Il y a une coïncidence étrange. Après une prostration morale qui dura plus de dix ans du règne de Nicolas, quelque chose se remua au fond de la pensée – on devint plus triste et plus vif. Une protestation non exprimée se sentait dans l’air, un frémissement fit tressaillir les intelligences; on eut peur du néant, du silence que le régime impérial faisait en Russie. Ce réveil se fit vers les premières années de 1840.
Eh bien, oui, le «camélisme»
aristocratique était aussi une protestation et aussi un réveil. Protestation mutine et échevelée, inconsciente, mais protestation de la femme écrasée par la famille, absorbée par la famille, offensée par la dissolution dévergondée du mari. Quelle est donc cette terra incognita dont parlent avec enthousiasme les époux et les jeunes gens? Allons voir de près cette femme libre, qui n’appartient à personne parce qu’elle peut appartenir à tout le monde. Et les romans! les romans! Les jeunes femmes délaissées, emprisonnées sous le despotisme lourd des belles-mères, de la parenté entière, se mirent à lire. George Sand fit ravage en Russie. Enfin la patience se rompt et la femme prend le mors aux dents. «Ah! Messieurs, vous n’aimez que des courtisanes, vous en aurez. – Vous nous aimerez et nous vous dédaignerons». Cette protestation était sauvage; mais la position de la femme l’était aussi.
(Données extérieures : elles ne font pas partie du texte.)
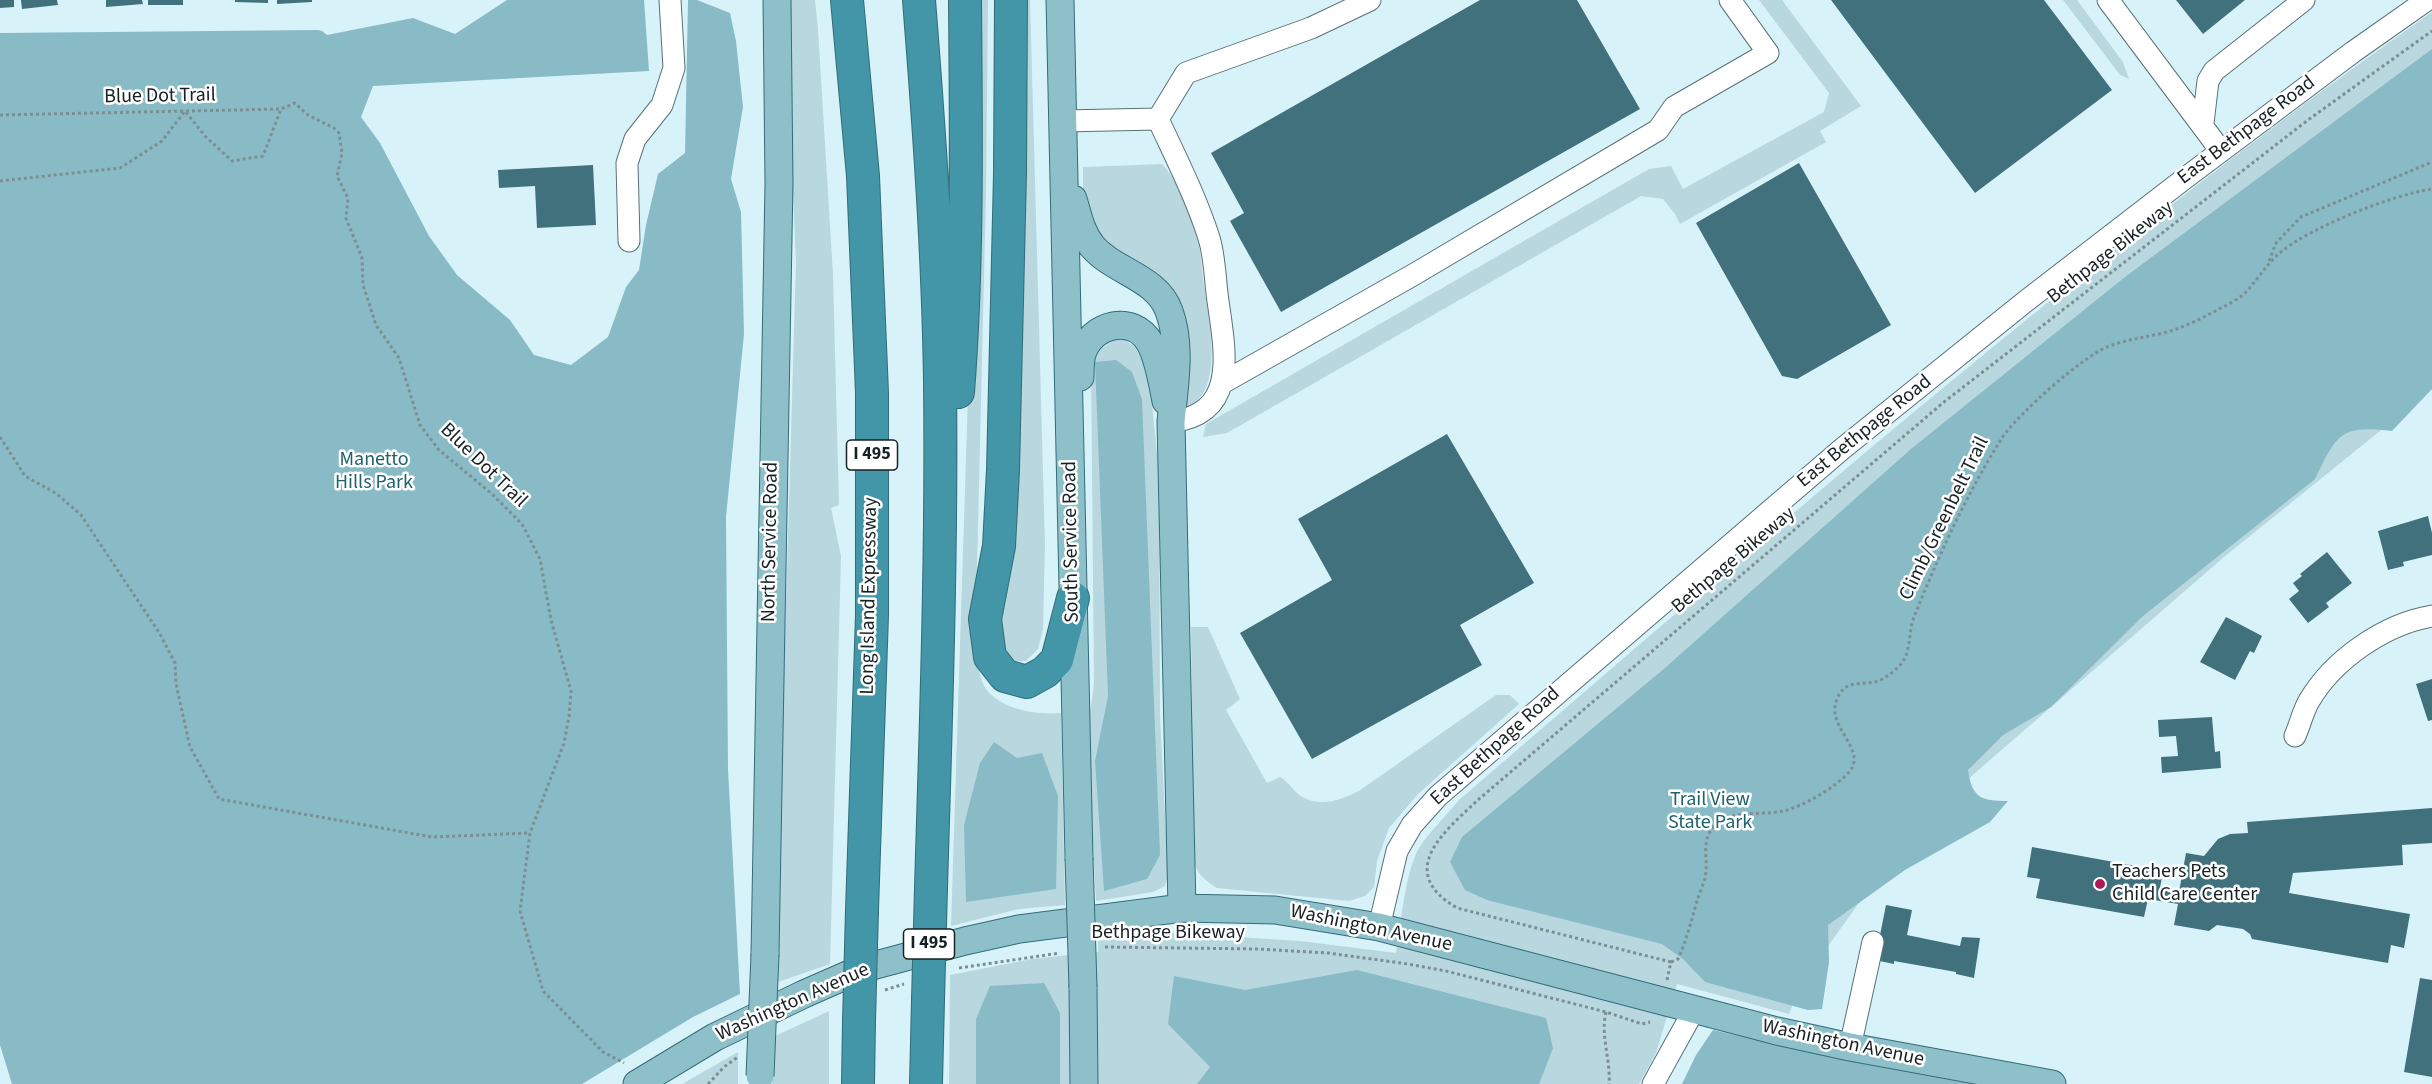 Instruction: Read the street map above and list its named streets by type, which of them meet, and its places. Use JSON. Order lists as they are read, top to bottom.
{
  "streets": {
    "highway": ["I 495", "Long Island Expressway"],
    "main road": ["North Service Road", "South Service Road", "Washington Avenue"],
    "street": ["East Bethpage Road"],
    "path": ["Blue Dot Trail", "Bethpage Bikeway", "Climb/Greenbelt Trail"]
  },
  "crossings": [
    ["Blue Dot Trail", "Washington Avenue"],
    ["East Bethpage Road", "Washington Avenue"],
    ["Bethpage Bikeway", "Climb/Greenbelt Trail"]
  ],
  "parks": ["Manetto Hills Park", "Trail View State Park"],
  "places": ["Teachers Pets Child Care Center"]
}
Son opposition n’a pas été formulée, elle fermentait dans le sang; l’humiliation de l’état à demi-serf était sentie, mais non le mode de l’émancipation. L’indépendance personnelle n’allait pas plus loin que de la frivolité à la licence. Son idéal était l’orgie et la conquête. La femme offensée protestait par sa conduite; sa révolte était capricieuse, elle gardait ses mauvaises habitudes, elle se débridait sans devenir libre. Au fond de son âme, il y avait desterreurs et des doutes; elle narguait le monde en le craignant; et, comme une fusée, elle se levait avec éclat et bruit et tombait avec bruit et étincelles, sans s’enfoncer profondément dans la terre.Telle est l’histoire de nos dames aux perles et aux diamants, à l’écusson et à la couronne princière.
Le vieux grognard Rostoptchine avait bien raison, en disant sur son lit de mort, après avoir entendu la nouvelle de l’insurrection sur la place d’Isaak: «Tout se fait chez nous au rebours du bon sens. En France, la roture voulait monter au niveau de la noblesse, cela se conçoit. Chez nous, la noblesse veut s’encanailler. Allez comprendre cela».
Eh bien, le grand incendiaire de Moscou doit nous excuser, nous comprenons parfaitement cette voie du développement comme conséquence d’une civilisation dont on nous a grevé, d’un dualisme artificiel avec le peuple, et de tout l’ensemble de nos aspirations – mais cela nous mènerait trop loin…
III
Nos camélias doubles ont leur place dans l’histoire; mais elles n’en ont plus dans le mouvement actuel. Qu’elles se consolent. Gœthe a dit: «Ce n’est que le passager qui est beau». C’est la première phalange de volontaires à l’avant-garde, exaltée, téméraire, qui va la première au feu en chantant (peut-être pour cacher l’émotion). La colonne qui la suit est toute autre: austère et sérieuse, elle va avec fière conscience au pas de charge remplacer les bacchantes – un peu chauves et à cheveux blancs.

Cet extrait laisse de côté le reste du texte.